Durga Puja in Singapore: SIPA gets a hearty shoutout from quiz guru Siddhartha Basu as festive fervour rises

With less than a month to go for Bengalis everywhere to welcome Maa Durga, the community in Singapore, too, is feeling the surge in festive fervour. Durga Puja 2023 (October 20-24), as celebrated by the Singapore Indian Puja Association (SIPA), has the themes of ‘sustainability’, ‘equality’, and ‘inclusivity’.

Renowned Indian quizmaster Siddhartha Basu praises SIPA and its contribution to Singapore society in a video message. Photo courtesy: SIPA

These themes, which represent SIPA’s efforts to make Durga Puja as meaningful as possible for the wider community in Singapore, have been given a hearty shoutout by the renowned Indian quizmaster Siddhartha Basu, host of Quiz Time, a landmark show on Indian television, and later of Mastermind India and University Challenge.

Also read: Durga Puja in Singapore: Bengali community returns to the festival with themes of sustainability, equality, inclusivity

Basu, who is Bengali, has created a Durga Puja quiz for SIPA and commended the Association on a special video. He says in the video: “I would like to extend my warmest greetings and heartfelt support to all of you for the forthcoming Durga Puja celebrations.” He then commends SIPA for its “efforts in organising and bringing together the community to celebrate this significant event for the second time”.
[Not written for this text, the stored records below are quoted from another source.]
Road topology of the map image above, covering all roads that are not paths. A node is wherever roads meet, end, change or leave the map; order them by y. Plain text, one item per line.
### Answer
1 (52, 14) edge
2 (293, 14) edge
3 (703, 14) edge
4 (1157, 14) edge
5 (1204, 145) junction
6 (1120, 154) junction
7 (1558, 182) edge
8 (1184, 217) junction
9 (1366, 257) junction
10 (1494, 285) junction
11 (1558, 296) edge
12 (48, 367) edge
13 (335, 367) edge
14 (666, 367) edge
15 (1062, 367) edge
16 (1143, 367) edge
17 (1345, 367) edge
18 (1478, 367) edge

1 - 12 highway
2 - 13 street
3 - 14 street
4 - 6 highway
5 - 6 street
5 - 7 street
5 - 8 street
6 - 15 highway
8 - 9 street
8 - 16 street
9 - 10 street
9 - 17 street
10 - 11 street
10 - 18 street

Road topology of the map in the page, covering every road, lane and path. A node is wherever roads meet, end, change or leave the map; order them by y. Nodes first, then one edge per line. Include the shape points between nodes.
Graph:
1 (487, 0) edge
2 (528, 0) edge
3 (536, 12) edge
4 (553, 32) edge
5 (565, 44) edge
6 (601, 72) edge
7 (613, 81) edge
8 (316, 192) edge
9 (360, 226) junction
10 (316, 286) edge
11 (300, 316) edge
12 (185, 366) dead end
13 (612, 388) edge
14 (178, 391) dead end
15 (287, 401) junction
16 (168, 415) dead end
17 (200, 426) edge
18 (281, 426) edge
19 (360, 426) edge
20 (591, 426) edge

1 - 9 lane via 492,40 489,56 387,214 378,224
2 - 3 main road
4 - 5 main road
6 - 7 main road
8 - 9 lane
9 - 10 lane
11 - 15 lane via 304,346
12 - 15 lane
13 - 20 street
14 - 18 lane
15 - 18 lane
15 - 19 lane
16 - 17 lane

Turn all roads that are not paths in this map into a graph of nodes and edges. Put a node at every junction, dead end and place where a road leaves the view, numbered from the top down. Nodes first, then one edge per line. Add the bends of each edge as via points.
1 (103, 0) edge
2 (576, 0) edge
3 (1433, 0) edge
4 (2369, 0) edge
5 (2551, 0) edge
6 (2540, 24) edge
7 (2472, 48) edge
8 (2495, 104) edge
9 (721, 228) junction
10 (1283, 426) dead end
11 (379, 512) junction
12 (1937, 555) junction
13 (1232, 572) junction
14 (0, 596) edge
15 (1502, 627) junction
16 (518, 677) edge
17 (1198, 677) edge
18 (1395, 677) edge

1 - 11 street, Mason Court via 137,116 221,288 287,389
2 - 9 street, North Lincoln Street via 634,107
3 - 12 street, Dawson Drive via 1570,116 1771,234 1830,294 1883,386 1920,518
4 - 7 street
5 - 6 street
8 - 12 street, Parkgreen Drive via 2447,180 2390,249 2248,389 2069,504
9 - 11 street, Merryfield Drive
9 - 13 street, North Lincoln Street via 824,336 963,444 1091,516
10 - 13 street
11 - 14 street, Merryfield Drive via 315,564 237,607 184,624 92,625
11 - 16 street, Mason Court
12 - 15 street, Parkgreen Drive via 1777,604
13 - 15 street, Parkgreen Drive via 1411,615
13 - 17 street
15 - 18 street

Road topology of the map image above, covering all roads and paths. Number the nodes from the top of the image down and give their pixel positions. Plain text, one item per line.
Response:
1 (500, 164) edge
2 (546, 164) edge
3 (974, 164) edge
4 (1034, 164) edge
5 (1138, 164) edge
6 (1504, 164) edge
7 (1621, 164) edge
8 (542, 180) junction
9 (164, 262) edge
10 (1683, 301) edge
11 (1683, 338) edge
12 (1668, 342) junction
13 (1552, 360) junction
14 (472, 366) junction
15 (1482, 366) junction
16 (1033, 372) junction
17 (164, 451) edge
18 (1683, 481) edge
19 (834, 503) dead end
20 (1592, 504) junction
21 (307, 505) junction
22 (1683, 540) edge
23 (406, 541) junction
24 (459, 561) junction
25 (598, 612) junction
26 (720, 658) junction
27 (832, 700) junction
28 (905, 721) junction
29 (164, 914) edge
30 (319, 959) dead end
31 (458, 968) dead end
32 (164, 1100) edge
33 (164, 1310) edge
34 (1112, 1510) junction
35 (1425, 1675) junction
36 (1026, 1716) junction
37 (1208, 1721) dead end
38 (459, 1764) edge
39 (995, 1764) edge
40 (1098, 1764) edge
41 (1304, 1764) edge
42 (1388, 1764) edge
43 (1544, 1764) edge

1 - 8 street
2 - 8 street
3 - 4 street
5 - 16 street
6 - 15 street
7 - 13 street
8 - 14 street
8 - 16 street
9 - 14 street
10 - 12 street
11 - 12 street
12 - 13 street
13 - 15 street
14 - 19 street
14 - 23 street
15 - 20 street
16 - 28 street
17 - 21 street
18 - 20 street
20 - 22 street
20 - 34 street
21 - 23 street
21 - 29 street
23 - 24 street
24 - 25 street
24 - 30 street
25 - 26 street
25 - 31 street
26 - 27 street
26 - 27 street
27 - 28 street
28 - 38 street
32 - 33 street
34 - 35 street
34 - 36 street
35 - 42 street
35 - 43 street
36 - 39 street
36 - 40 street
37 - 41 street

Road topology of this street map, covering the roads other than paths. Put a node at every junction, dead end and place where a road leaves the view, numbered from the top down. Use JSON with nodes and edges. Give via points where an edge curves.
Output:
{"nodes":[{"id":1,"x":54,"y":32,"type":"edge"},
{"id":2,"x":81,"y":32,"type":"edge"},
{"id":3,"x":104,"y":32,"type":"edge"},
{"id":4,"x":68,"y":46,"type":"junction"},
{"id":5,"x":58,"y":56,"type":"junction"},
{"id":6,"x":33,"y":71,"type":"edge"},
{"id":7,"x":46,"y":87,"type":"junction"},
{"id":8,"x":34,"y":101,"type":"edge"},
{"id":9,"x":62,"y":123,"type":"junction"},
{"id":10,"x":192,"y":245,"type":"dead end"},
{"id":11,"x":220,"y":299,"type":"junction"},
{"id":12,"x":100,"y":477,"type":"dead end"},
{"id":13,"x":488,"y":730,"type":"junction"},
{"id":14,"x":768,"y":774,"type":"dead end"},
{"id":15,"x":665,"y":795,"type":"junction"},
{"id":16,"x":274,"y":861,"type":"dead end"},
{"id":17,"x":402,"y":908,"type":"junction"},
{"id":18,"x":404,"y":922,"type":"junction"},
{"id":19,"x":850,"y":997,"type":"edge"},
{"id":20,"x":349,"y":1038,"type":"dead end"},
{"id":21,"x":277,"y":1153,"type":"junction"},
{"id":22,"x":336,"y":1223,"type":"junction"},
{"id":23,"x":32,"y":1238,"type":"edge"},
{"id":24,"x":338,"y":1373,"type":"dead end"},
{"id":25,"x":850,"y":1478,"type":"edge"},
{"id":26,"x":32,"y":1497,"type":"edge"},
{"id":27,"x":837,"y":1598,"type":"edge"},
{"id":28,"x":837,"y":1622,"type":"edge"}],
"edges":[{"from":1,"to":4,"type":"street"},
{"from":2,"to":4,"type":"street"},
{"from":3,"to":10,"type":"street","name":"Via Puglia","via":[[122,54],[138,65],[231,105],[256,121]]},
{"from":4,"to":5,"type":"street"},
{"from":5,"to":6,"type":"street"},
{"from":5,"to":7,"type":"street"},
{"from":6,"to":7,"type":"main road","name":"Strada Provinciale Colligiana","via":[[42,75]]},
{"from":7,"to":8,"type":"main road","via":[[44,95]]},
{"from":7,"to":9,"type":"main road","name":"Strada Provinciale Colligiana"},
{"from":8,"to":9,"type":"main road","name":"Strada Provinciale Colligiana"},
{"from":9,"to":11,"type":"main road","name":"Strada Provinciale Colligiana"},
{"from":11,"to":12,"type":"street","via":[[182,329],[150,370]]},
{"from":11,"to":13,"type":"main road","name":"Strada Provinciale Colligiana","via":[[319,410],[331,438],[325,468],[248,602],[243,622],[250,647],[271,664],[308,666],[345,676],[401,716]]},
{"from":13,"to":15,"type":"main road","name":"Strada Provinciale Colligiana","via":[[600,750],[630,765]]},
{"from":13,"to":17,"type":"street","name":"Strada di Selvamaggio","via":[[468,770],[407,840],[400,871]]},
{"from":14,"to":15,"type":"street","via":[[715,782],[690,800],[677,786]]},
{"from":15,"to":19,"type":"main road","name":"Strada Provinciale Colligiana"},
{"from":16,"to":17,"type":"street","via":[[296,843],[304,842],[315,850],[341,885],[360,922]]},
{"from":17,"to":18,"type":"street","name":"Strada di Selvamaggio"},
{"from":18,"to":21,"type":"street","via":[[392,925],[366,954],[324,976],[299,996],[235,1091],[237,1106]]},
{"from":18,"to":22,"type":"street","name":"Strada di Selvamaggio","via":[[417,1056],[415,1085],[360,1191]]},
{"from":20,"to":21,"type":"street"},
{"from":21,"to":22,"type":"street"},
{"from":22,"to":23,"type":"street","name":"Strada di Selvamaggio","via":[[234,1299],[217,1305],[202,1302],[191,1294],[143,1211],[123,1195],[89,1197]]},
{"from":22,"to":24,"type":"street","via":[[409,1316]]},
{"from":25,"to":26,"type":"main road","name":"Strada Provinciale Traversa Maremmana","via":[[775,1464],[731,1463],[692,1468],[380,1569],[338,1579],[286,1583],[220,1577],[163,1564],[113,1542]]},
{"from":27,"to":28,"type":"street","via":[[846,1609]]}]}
SIPA is praised by Basu for playing a “vital role in fostering a sense of belonging and cultural pride in the community”. The Association, he adds, contributes to the “multi-cultural tapestry of Singapore”.

Durga Puja is the worship of shakti, the divine feminine energy, and women are at the forefront of the festivities. Photo courtesy: SIPA

The theme of sustainability sees SIPA reusing its idol from 2022 and eliminating single-use plastic from the celebrations in order to minimise the festival’s carbon footprint.

The themes of equality and inclusivity see the empowerment of women, as SIPA sources all its Durga Puja décor material from Indian artisans and craftsmen, “all of whom are women entrepreneurs from small-scale industries”, according to the organisers. “This initiative not only enhances the aesthetics of our celebration, but also supports and uplifts these dedicated artisans,” says SIPA.

Reusing the Durga idol and sourcing puja décor material from Indian artisans and craftsmen, all women entrepreneurs, make the SIPA celebrations sustainable and inclusive. Photo courtesy: SIPA

In addition, the Association shuns hierarchical roles in its Durga Puja celebrations, with every SIPA member designated only “volunteer” — all are equal here. This gives every member a sense of great pride and involvement, no matter what the quantum of their contribution.

All are equal: Every SIPA member is designated volunteer, with no hierarchical structure. Photo courtesy: SIPA
Prasad and bhog are available to all, regardless of membership, at the Durga Puja organised by SIPA. Photo courtesy: SIPA

“Our doors and hearts are open to everyone, [a] member or not. We ensure that prasad and bhog are available to all, reflecting our mission of affability and solidarity,” says a SIPA statement.